» DESCRIPTION OF THE TASK: Give the count of lines below that include the word "dead", and say nothing else.

Collected data
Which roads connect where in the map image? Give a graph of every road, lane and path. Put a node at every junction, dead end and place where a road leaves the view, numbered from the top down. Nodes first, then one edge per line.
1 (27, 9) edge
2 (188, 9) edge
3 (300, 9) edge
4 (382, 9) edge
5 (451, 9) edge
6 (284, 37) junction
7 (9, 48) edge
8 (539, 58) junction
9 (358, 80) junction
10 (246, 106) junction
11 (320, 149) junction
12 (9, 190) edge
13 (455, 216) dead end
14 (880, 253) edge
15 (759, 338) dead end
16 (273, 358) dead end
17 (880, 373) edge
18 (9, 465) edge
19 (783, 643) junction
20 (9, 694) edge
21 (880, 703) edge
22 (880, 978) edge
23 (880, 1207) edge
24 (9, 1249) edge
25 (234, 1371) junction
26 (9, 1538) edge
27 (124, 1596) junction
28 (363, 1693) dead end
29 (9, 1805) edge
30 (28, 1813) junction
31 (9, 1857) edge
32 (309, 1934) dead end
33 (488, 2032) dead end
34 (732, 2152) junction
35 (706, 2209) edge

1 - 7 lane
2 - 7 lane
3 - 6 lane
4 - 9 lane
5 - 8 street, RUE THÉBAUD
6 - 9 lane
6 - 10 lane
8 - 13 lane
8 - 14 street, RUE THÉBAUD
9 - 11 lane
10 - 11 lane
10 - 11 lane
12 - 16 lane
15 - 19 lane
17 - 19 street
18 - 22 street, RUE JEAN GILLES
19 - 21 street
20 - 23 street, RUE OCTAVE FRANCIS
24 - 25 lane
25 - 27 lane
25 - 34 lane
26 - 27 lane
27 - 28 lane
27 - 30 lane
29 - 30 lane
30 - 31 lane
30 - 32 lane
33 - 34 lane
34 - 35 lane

» THE COMPLETED TASK: 7